Von Trier's 'Boss of It All' opened this year's event
STOCKHOLM — Romanian drama “12:08 East of Bucharest,” helmed by Corneliu Porumboiu, bagged Golden Swans for best film and script at the Copenhagen Film Festival, which wrapped Sunday.
Event, headed by festival director Janne Giese, is facing an uncertain future as coin from local authorities is likely to be chopped back next year.
This year’s fest opened with the world preem of Lars von Trier’s “The Boss of It All,” which — along with its 100% European program, competish and sidebar of industry-only screenings — bolstered the event’s profile.
But among local auds, the CIFF is considerably smaller than its main rival in the Danish capital, the 18-year-old noncompetitive NatFilm Festival, which takes place in early spring.
The fact that the CIFF has received more than $2.5 million from local authorities in the past three years has recently been heavily criticized in Danish media.
The CIFF counted 17,261 sold tickets last year, vs. the NatFilm fest’s 32,170 tickets. Copenhagen’s international documentary fest CPH:DOX, whose fourth edition unspools Nov. 10-19, sold 17,871 tickets in 2005.
But while the NatFilm Festival and CPH:DOX (both aimed at local auds) received $116,000 and $133,000, respectively, from local authorities in 2005, CIFF was allocated $908,000.
Funding for the CIFF was distributed by the Municipality of Copenhagen, the Ministry of Culture, the Danish Film Institute and Copenhagen’s Transport Society, with the municipality being the major economic contributor. Its funding of $342,000 for the CIFF was eight times higher than that for the NatFilm fest last year ($42,500).
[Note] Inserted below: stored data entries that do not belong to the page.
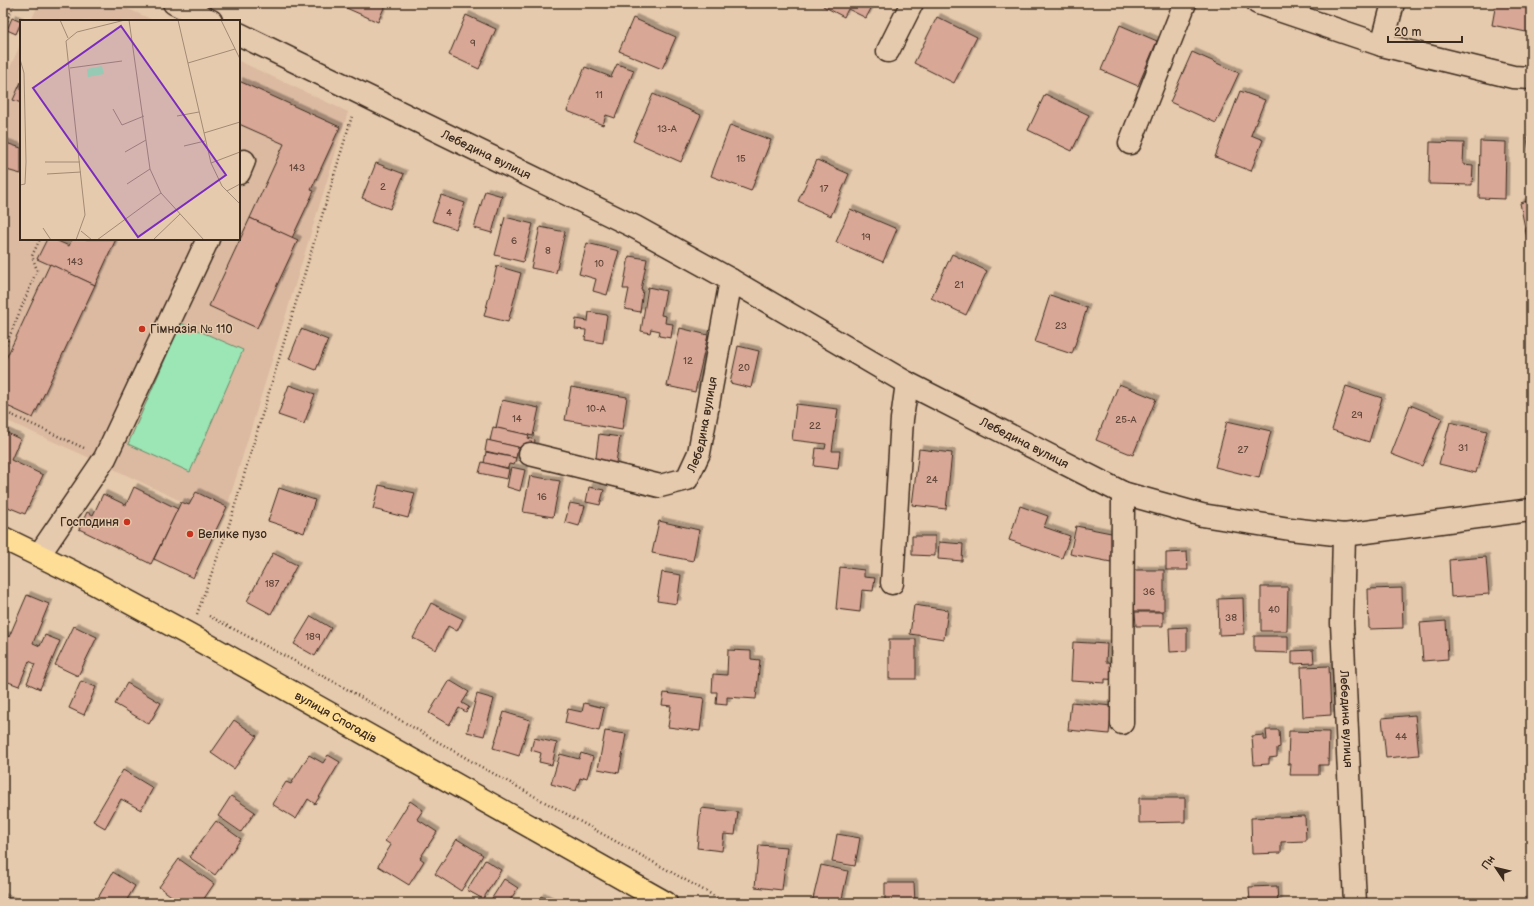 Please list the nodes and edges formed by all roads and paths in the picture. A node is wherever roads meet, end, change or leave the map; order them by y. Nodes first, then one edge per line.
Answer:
1 (14, 3) edge
2 (174, 3) edge
3 (912, 3) edge
4 (1185, 3) edge
5 (1258, 3) edge
6 (1392, 3) edge
7 (209, 20) edge
8 (3, 32) edge
9 (240, 34) edge
10 (1382, 45) junction
11 (888, 51) dead end
12 (1531, 78) edge
13 (359, 92) junction
14 (1130, 143) dead end
15 (40, 240) edge
16 (208, 240) edge
17 (731, 280) junction
18 (3, 352) edge
19 (907, 383) junction
20 (3, 411) edge
21 (530, 454) dead end
22 (105, 458) junction
23 (1123, 494) junction
24 (1531, 510) edge
25 (1344, 535) junction
26 (3, 538) edge
27 (39, 555) junction
28 (892, 583) dead end
29 (192, 607) dead end
30 (198, 611) junction
31 (205, 614) dead end
32 (190, 635) junction
33 (1122, 723) dead end
34 (666, 903) edge
35 (727, 903) edge
36 (1356, 903) edge

1 - 8 path
2 - 7 street
3 - 11 street
4 - 14 street
5 - 10 street
6 - 10 street
9 - 13 street, Лебедина вулиця
10 - 12 street
13 - 17 street, Лебедина вулиця
13 - 30 path
15 - 18 path
16 - 22 street
17 - 19 street, Лебедина вулиця
17 - 21 street, Лебедина вулиця
19 - 23 street, Лебедина вулиця
19 - 28 street
20 - 22 path
22 - 27 street
23 - 25 street, Лебедина вулиця
23 - 33 street
24 - 25 street, Лебедина вулиця
25 - 36 street, Лебедина вулиця
26 - 27 main road, вулиця Спогадів
27 - 32 main road, вулиця Спогадів
29 - 30 path
30 - 32 path
31 - 35 path
32 - 34 main road, вулиця Спогадів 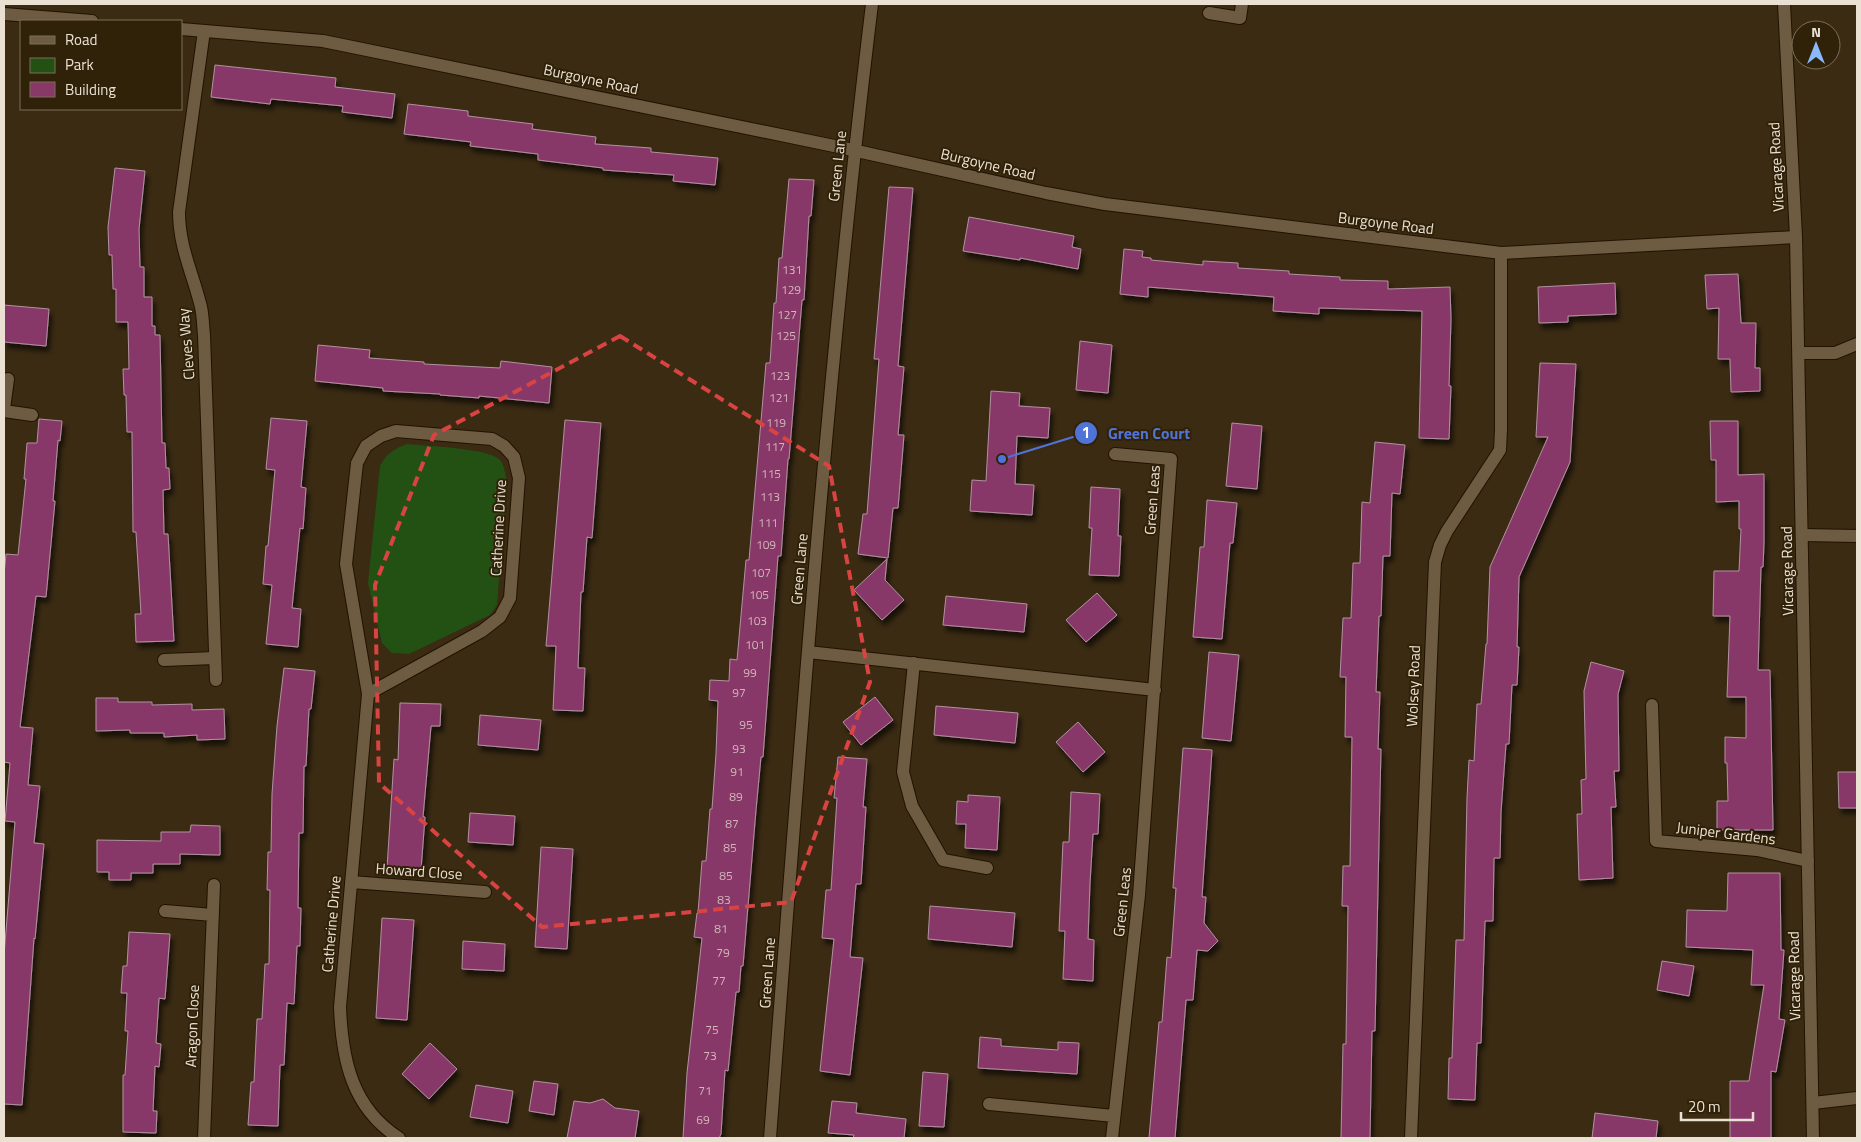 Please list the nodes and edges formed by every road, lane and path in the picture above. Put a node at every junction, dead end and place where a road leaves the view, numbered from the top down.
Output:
1 (872, 4) edge
2 (1242, 4) edge
3 (1784, 4) edge
4 (1209, 13) dead end
5 (4, 14) edge
6 (79, 20) edge
7 (182, 29) edge
8 (204, 31) junction
9 (854, 150) junction
10 (1796, 236) junction
11 (1501, 253) junction
12 (1857, 344) edge
13 (1799, 353) junction
14 (8, 379) dead end
15 (4, 410) edge
16 (32, 415) dead end
17 (1114, 454) dead end
18 (1803, 536) junction
19 (1857, 536) edge
20 (808, 652) junction
21 (215, 658) junction
22 (164, 660) dead end
23 (914, 663) junction
24 (216, 680) dead end
25 (1154, 690) junction
26 (368, 694) junction
27 (1652, 705) dead end
28 (1808, 861) junction
29 (987, 868) dead end
30 (351, 882) junction
31 (214, 885) dead end
32 (485, 892) dead end
33 (165, 910) dead end
34 (213, 915) junction
35 (1857, 1098) edge
36 (1813, 1103) junction
37 (989, 1104) dead end
38 (1114, 1116) junction
39 (204, 1138) edge
40 (399, 1138) edge
41 (770, 1138) edge
42 (1112, 1138) edge
43 (1411, 1138) edge
44 (1813, 1138) edge

1 - 9 street, Green Lane
2 - 4 street
3 - 10 street, Vicarage Road
5 - 6 street
7 - 8 street, Burgoyne Road
8 - 9 street, Burgoyne Road
8 - 21 street, Cleves Way
9 - 11 street, Burgoyne Road
9 - 20 street, Green Lane
10 - 11 street, Burgoyne Road
10 - 13 street, Vicarage Road
11 - 43 street, Wolsey Road
12 - 13 street
13 - 18 street, Vicarage Road
14 - 15 street
15 - 16 street
17 - 25 street, Green Leas
18 - 19 street
18 - 28 street, Vicarage Road
20 - 23 street
20 - 41 street, Green Lane
21 - 22 street
21 - 24 street, Cleves Way
23 - 25 street
23 - 29 street
25 - 38 street, Green Leas
26 - 26 street, Catherine Drive
26 - 30 street, Catherine Drive
27 - 28 street, Juniper Gardens
28 - 36 street, Vicarage Road
30 - 32 street, Howard Close
30 - 40 street, Catherine Drive
31 - 34 street, Aragon Close
33 - 34 street
34 - 39 street, Aragon Close
35 - 36 street
36 - 44 street, Vicarage Road
37 - 38 street
38 - 42 street, Green Leas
Next year, the municipality’s budget for cultural events and film festivals will be reduced from $1.03 million to $736,000 annually. Moreover, the municipal politicians recently hinted they will start dividing its cash more equally between the local film festivals in the near future, which would mean considerably less funding for the CIFF.
The Danish Film Institute already decreased its allowance for the CIFF from $307,000 in 2005 to $239,000 in 2006. According to Anders Geertsen of the DFI, the allowance probably will stay at that level in 2007.
Local authorities — along with Danish media — are discussing a merger of the Copenhagen Film Festival and the NatFilm Festival.
“The plan is logical and reasonable,” wrote Danish daily Berlingske Tidende, suggesting state funding should be focused on one feature film festival in Copenhagen beginning next year.